According to García, the attacks by the NGOs - often based outside Chile - “ignore the fact that the industry only works in Areas Suitable for Aquaculture, defined and approved by the State itself, which decades later came to be considered protected; not the other way around. This produces a difference of legitimate interests, but the relationship between them cannot be the death of the first who arrived.”

86,000 jobs

"The salmon industry has been the driving force of development and productive linkage in six southern regions for more than three decades, helping decentralisation with its value chain that provides employment to more than 86,000 workers and more than 4,000 SMEs,” wrote García.

Environmentally, he added, “the industry is not perfect, but like all industries, it shows objective progress in reducing its impacts, like many other Chilean industries. These seemingly non-profit organisations are unaware that the industry is driving the exit from national parks, but it does so with mergers and relocations that fulfil a double role: improving productive efficiency and reducing impacts.

“But we have been trying (to relocate) for 13 years and the state apparatus does not listen, it does not act.”

Impervious to Chilean aspirations

“I think that organisations are aware of these conciliatory proposals between progress and the protection of marine environments, but they are subjugated by ideology and are impervious to the aspiration for progress that our country has,” said García.

“Chile needs organisations that propose ideas for all interests, harmonising with each other and seeking the prosperity of the country, because it deserves more.”
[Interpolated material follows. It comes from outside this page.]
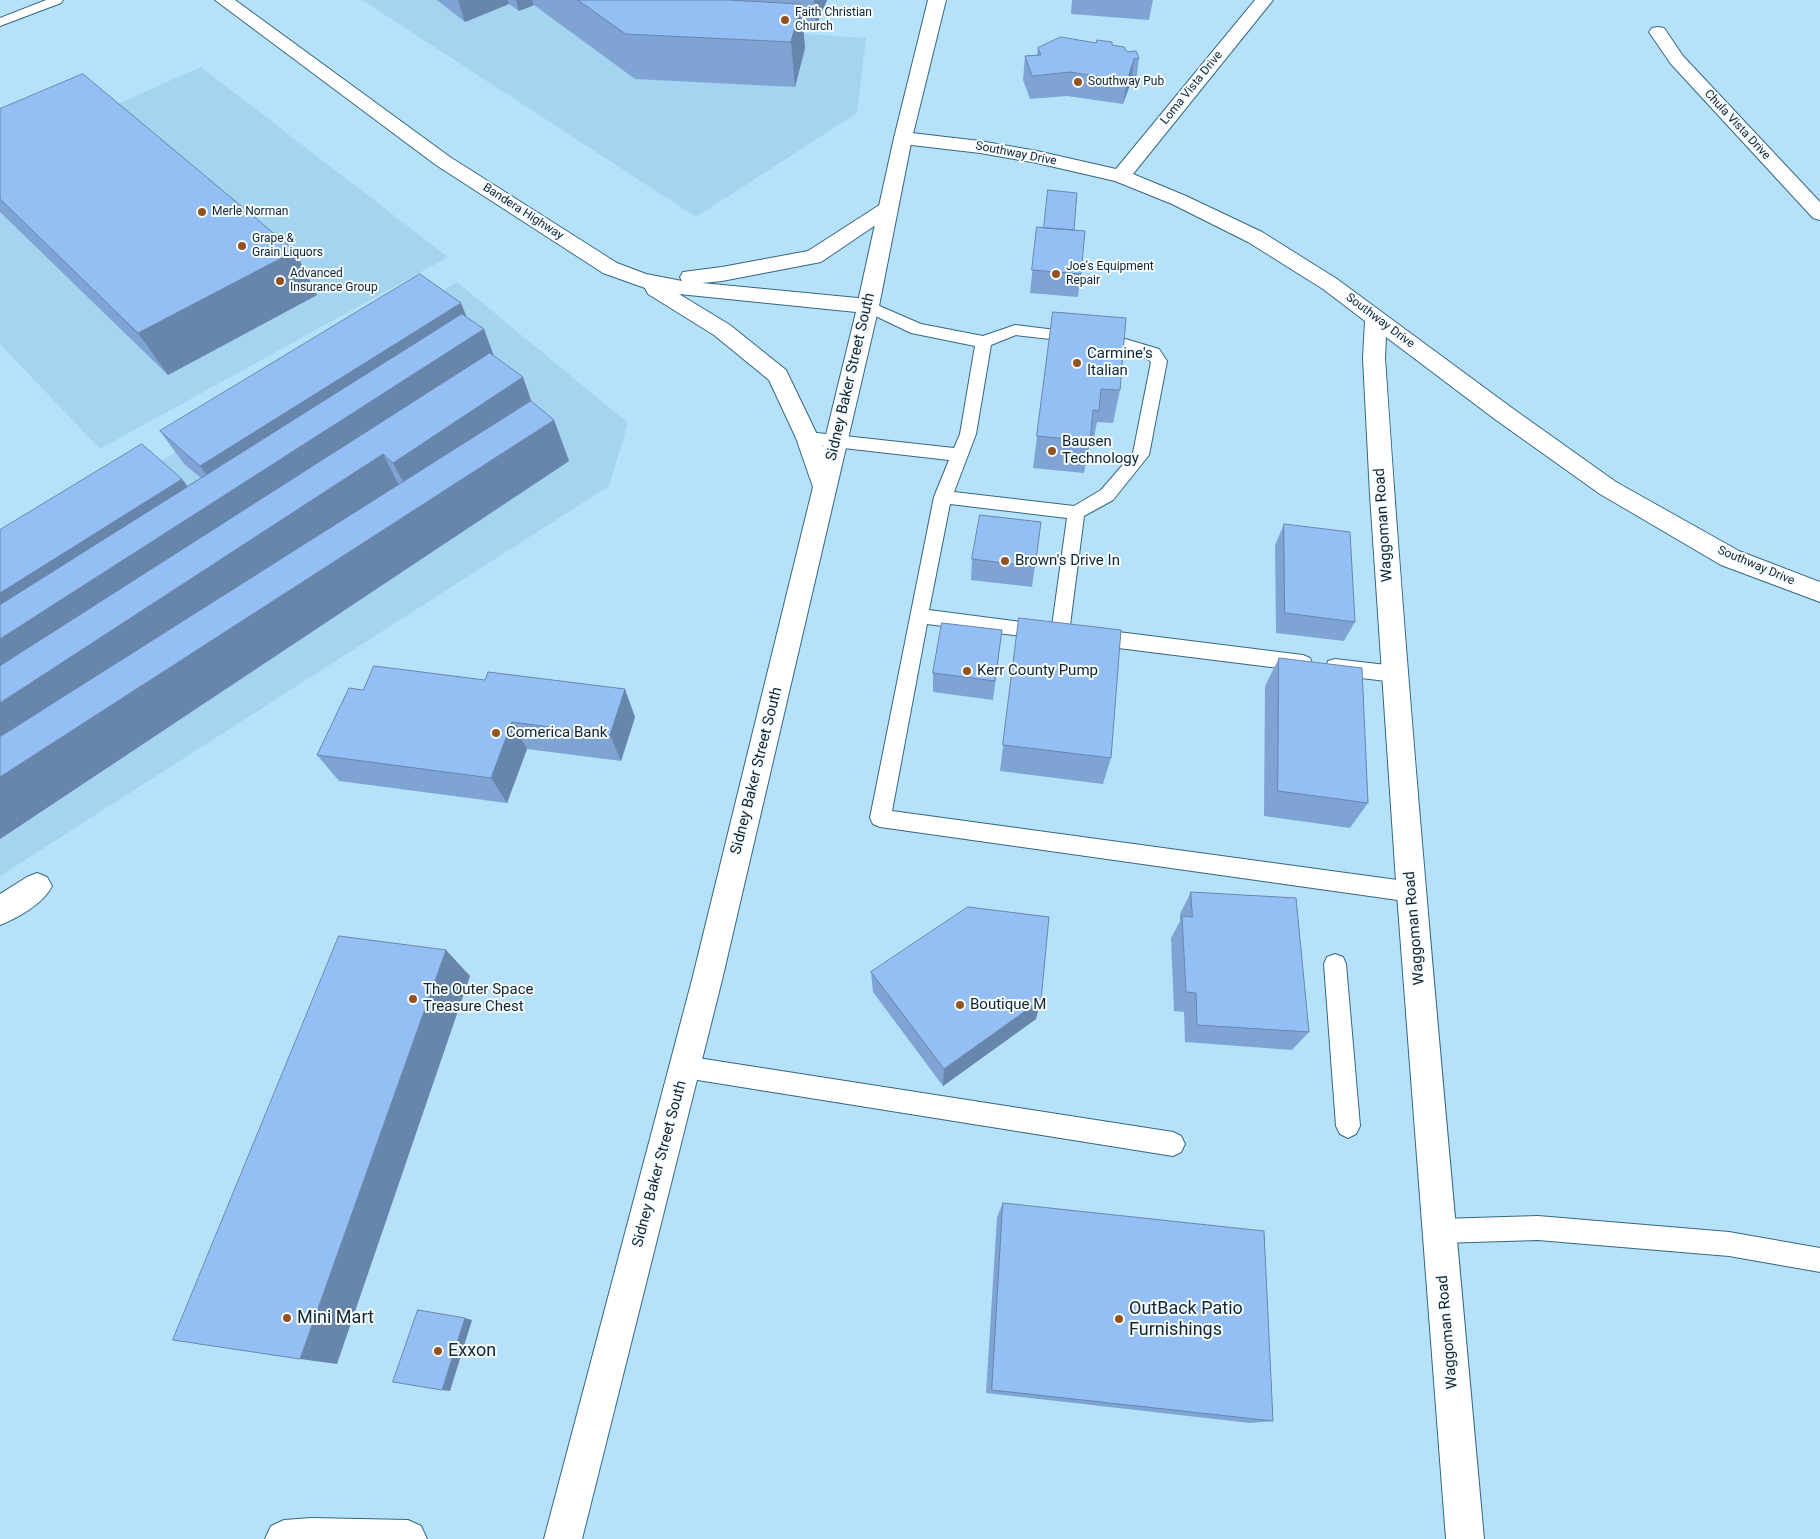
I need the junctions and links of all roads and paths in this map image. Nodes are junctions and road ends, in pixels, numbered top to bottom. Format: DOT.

Chile is the world’s second largest producer of farmed Atlantic salmon, producing around 690,000 gutted weight tonnes last year, according to figures from Kontali published in global salmon farmer Mowi’s salmon industry handbook. The country also produces coho salmon, and rainbow trout.

Salmones Camanchaca was Chile’s seventh-largest producer of Atlantic salmon in 2023, harvesting 40,000 tonnes, along with several thousand tonnes of coho.